Helfenbein, Robert (University of North
Carolina at Chapel Hill, USA) NEW TIMES, NEW STAKES: MOMENTS OF TRANSIT,
ACCOUNTABILITY AND CLASSROOM PRACTICE
This paper analyzes the recent move to implement high-stakes consequences to a
regime of controlled curriculum and standardized testing in public school
education. Using Stuart Hall's description and theoretical construction of 'New
Times' as a beginning, the conjunctures of contemporary manifestations of late
capitalism in the United States will be exposed in the hope of an understanding
that leads to activism. To understand the processes of interaction between the
highly visceral connection of people to schools and the political interests
functioning on the creation of public meaning, it is essential to recognize both
the impact of practice on audience and audience's empowering of practice. This
"affective economy of everyday life," manifest in the lives of
classroom teachers under the climate of high stakes testing, serves as the
practice under analysis.
Taylor, Hill (University of North
Carolina at Chapel Hill, USA) POWER AND LITERACY IN SUBURBIA
The aesthetic attitude encouraged by suburbanization has fostered the
entrenchment of dominant sanctioned literacies, which have surreptitiously
worked to occlude other hidden or vernacular literacies while encouraging a
corrupted and egocentric conception of identity and community.
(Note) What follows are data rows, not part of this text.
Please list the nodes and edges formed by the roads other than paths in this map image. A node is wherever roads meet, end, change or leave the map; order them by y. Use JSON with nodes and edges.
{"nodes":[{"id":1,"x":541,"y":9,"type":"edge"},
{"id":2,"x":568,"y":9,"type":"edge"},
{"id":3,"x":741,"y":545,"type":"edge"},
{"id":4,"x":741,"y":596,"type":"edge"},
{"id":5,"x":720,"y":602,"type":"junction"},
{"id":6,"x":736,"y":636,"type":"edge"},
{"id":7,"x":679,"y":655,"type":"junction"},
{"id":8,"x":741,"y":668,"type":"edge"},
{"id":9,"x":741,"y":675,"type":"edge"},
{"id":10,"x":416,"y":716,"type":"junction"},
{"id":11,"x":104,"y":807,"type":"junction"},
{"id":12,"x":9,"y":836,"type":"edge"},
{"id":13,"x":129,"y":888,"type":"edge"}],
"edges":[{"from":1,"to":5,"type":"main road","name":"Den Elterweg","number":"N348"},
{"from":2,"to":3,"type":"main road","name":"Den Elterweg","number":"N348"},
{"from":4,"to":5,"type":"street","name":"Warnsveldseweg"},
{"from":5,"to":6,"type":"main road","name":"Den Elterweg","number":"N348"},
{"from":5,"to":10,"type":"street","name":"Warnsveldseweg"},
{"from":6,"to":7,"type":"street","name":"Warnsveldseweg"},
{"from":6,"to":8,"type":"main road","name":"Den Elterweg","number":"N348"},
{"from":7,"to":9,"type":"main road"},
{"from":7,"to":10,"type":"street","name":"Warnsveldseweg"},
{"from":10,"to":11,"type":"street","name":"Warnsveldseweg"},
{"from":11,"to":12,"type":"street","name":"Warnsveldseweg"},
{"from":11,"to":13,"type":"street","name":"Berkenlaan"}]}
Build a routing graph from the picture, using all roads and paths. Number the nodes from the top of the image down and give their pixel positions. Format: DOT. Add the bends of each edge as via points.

This project
highlights the impact of contemporary suburban existence on socio-cultural
literacy and discourse in secondary schools in the American South. Working from
the supposition that the most recent waves of suburbanization in the American
South have drastically altered specific social relations and that since "…literacy
is essentially social, and it is located in the interaction between people"
(Barton, p.3) discursive practice has been fundamentally changed. Also of note
is how students use literacy and text in their social practices and everyday
activities outside of school (contrasted by what is included in the curriculum
of the English/Literature classroom).
Cruz, Ana (St. Louis Community College,
USA) IMPROVING THE INSTRUCTION OF CULTURALLY HETEROGENEOUS STUDENT POPULATIONS
BY USING INTERNAL AND EXTERNAL DIALOGUE
There has been a marked increase in the number of culturally diverse students
attending college and a concomitant increase in the demand for instructors who
can work effectively with these populations. Instructors are being called upon
to re-examine the attitudes, beliefs, and assumptions that underlie their
teaching, to monitor the process by which they continuously re-define themselves
as teachers, and to think critically about their classroom practices.
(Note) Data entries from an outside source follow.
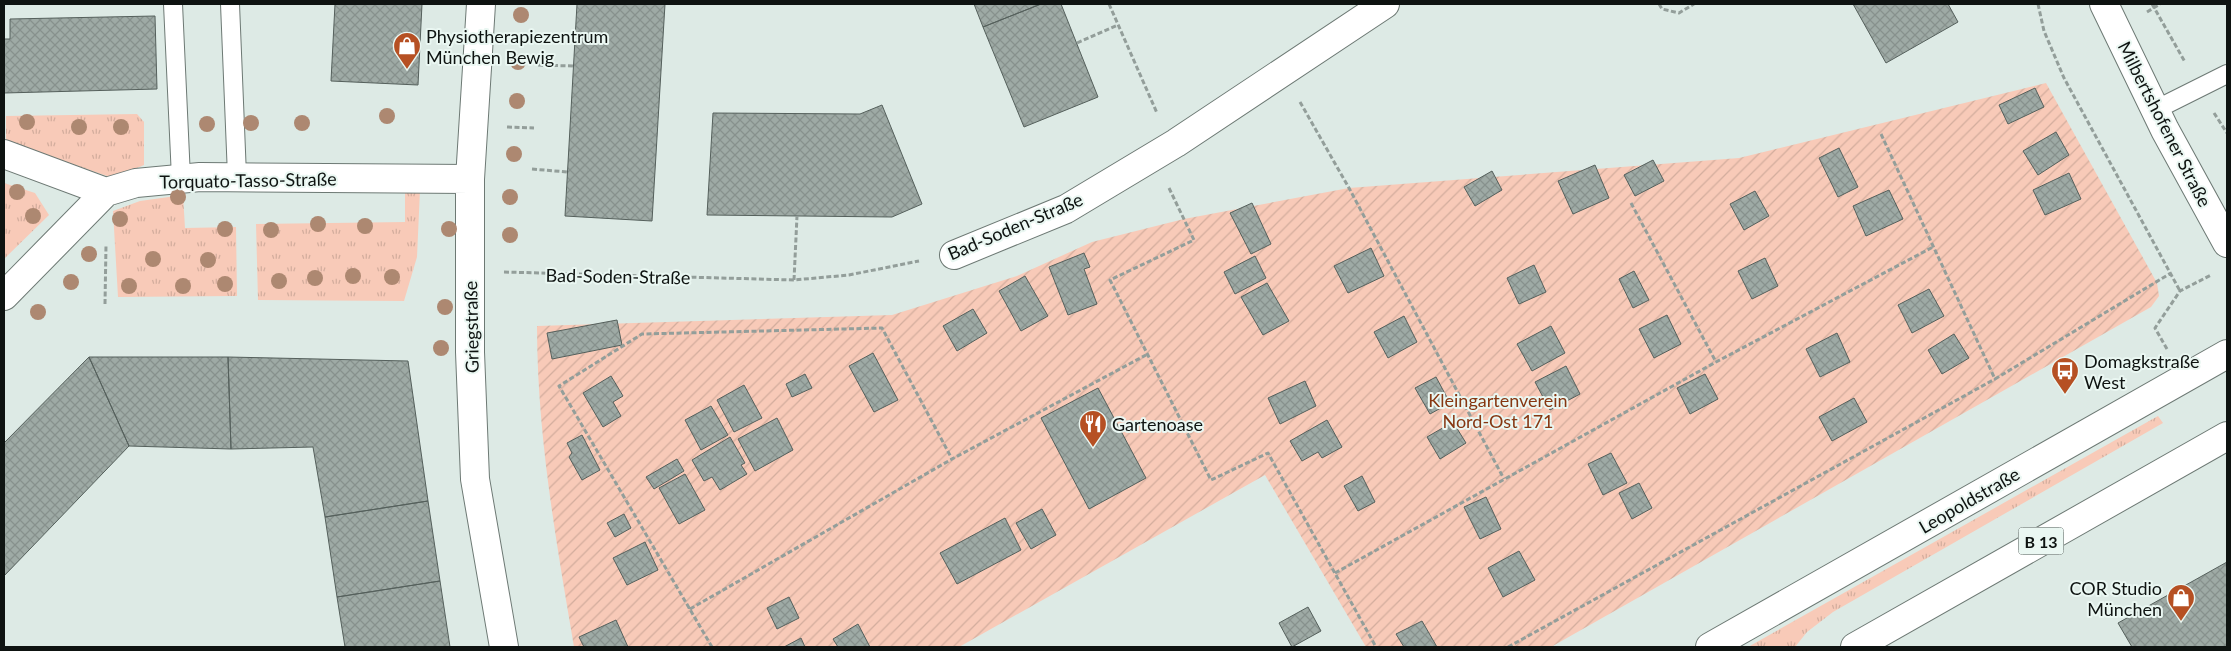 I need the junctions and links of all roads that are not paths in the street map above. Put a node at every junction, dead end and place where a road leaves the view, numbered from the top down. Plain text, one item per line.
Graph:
1 (173, 4) edge
2 (230, 4) edge
3 (480, 4) edge
4 (1385, 4) edge
5 (2104, 4) edge
6 (2227, 74) edge
7 (2155, 110) junction
8 (4, 154) edge
9 (238, 176) junction
10 (181, 178) junction
11 (470, 179) junction
12 (106, 192) junction
13 (2227, 243) edge
14 (954, 254) road end
15 (4, 296) edge
16 (2227, 354) edge
17 (2227, 436) edge
18 (504, 647) edge
19 (1710, 647) edge
20 (1855, 647) edge

1 - 10 lane
2 - 9 lane
3 - 11 street, Griegstraße
4 - 14 street, Bad-Soden-Straße
5 - 7 street, Milbertshofener Straße
6 - 7 lane
7 - 13 street, Milbertshofener Straße
8 - 12 street
9 - 10 street, Torquato-Tasso-Straße
9 - 11 street, Torquato-Tasso-Straße
10 - 12 street, Torquato-Tasso-Straße
11 - 18 street, Griegstraße
12 - 15 street
16 - 19 street, Leopoldstraße
17 - 20 street, B 13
Considering that how/what we teach is a reflection of who we are, the need for
an internal dialogue to reflect upon the experience of teaching culturally
heterogeneous students is crucial. In addition, the instructors' reflection and
re-definition of self through internal dialogue are marked by the
role-negotiation and communication that occur with their students (i.e.,
external dialogue). The process through which an instructor engages in internal
and external dialogue, and its results, is discussed in this presentation using
a "partial-thematic" autobiographical discourse model.